Ainsi, à l’agneau immolé sur la croix les Douze participent au cours de la cène. Il faut donc que le corps et le sang de l’eucharistie consommés par eux soient ceux d’une victime. On ne mangeait pas de viandes immolées à la divinité si auparavant l’animal auquel elles avaient appartenu n’avait pas en fait été offert en sacrifice. Or, à ce moment de la cène, le Christ n’a pas encore été mis à mort. Jésus n’a pas rendu son dernier soupir. C’est donc pour un autre motif que déjà son corps et son sang Consommés par les apôtres sont ceux de l’agneau pascal ; c’est parce qu'à cet instant ils ont été offerts à Dieu par le Christ pour l’immolation sanglante du Calvaire.
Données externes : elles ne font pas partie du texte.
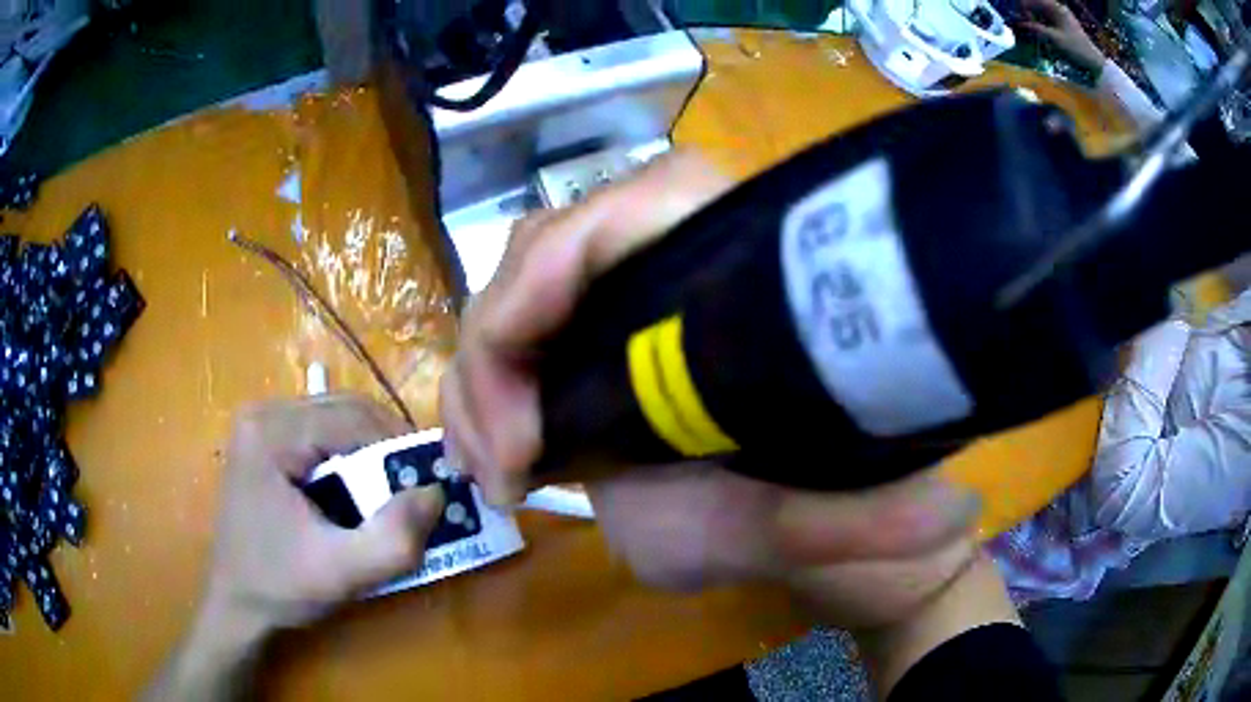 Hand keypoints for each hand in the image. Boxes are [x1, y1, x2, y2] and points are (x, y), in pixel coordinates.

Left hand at [150, 396, 442, 700]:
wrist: (235, 603)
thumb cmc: (280, 586)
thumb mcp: (342, 573)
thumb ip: (394, 538)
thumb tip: (436, 492)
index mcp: (271, 434)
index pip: (353, 418)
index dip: (399, 446)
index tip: (429, 483)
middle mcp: (262, 413)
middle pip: (344, 409)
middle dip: (385, 447)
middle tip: (411, 488)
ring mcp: (259, 423)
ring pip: (334, 416)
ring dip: (368, 449)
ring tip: (385, 492)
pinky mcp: (262, 439)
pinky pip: (319, 431)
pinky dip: (347, 454)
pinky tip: (351, 489)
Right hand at [441, 151, 982, 630]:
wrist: (792, 533)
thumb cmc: (804, 517)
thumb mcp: (811, 528)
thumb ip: (874, 526)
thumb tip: (958, 509)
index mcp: (729, 268)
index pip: (628, 206)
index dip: (554, 272)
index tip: (531, 409)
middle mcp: (667, 260)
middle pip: (546, 247)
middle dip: (495, 350)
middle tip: (508, 460)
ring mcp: (620, 299)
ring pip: (514, 290)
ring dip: (480, 379)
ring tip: (497, 469)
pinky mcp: (588, 341)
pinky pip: (511, 336)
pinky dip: (483, 393)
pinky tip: (494, 457)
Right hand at [1020, 0, 1105, 73]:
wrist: (1094, 61)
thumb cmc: (1076, 49)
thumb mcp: (1056, 39)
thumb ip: (1038, 29)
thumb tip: (1020, 24)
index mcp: (1056, 7)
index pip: (1033, 0)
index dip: (1024, 6)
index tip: (1020, 17)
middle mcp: (1057, 8)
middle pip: (1036, 5)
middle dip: (1028, 13)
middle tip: (1023, 24)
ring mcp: (1060, 16)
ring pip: (1041, 13)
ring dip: (1034, 19)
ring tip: (1030, 29)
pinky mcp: (1062, 25)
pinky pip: (1047, 20)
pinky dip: (1041, 24)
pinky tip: (1039, 32) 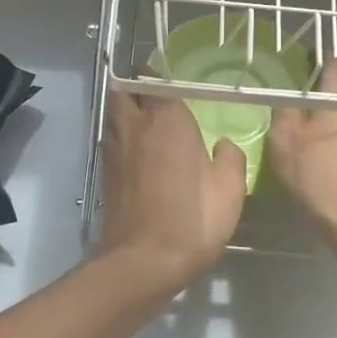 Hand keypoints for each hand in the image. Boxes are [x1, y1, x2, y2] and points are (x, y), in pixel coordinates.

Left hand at [96, 89, 246, 292]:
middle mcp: (136, 125)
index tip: (174, 81)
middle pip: (124, 90)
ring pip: (113, 113)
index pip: (157, 80)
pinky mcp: (105, 172)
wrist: (143, 260)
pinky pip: (111, 138)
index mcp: (167, 120)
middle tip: (156, 96)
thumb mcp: (230, 189)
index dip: (162, 77)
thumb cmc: (192, 218)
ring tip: (147, 120)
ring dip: (126, 109)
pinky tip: (139, 151)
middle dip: (136, 86)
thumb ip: (231, 158)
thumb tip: (223, 145)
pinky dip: (121, 135)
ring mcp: (115, 148)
Ces pensées ne sont pas seulement celles de théologiens croyants. Personne ne les a peut-être exposées avec plus de force et de clarté que A. Loisy, op. cit., p. 523. « L’idée qui domine le récit de la cène dans les Synoptiques est que l’eucharistie devient la vraie Pàque des enfants de Dieu, le vrai sang de l’alliance ; et l’eucharistie est cela, parce qu’elle figure et qu’elle est, en quelque façon, le Sauveur immolé pour le salut des hommes, comme l’agneau pascal a été immolé jadis pour le salut d’Israël… Cette conception de l’eucharistie est déjà dans saint Paul. La notion de sacrifice y est aussi apparente que celle de la communion à Jésus. »

Le Christ est notre Pàque à la cène : donc là déjà il est l’agneau immolé pour notre délivrance. Or, puisqu’il ne l’est pas encore par l’effusion du sang, il l’est par le don de sa vie à son Père pour l’holocauste sur la croix. Rien de plus juste que le mot cité plus haut : l’eucharistie est la vraie Pàque des enfants de Dieu, parce qu’elle est en quelque sorte le Sauveur immolé pour le salut des hommes. Le sang ne coule pas encore ; mais déjà il est versé par le don du Christ et l’acceptation de Dieu.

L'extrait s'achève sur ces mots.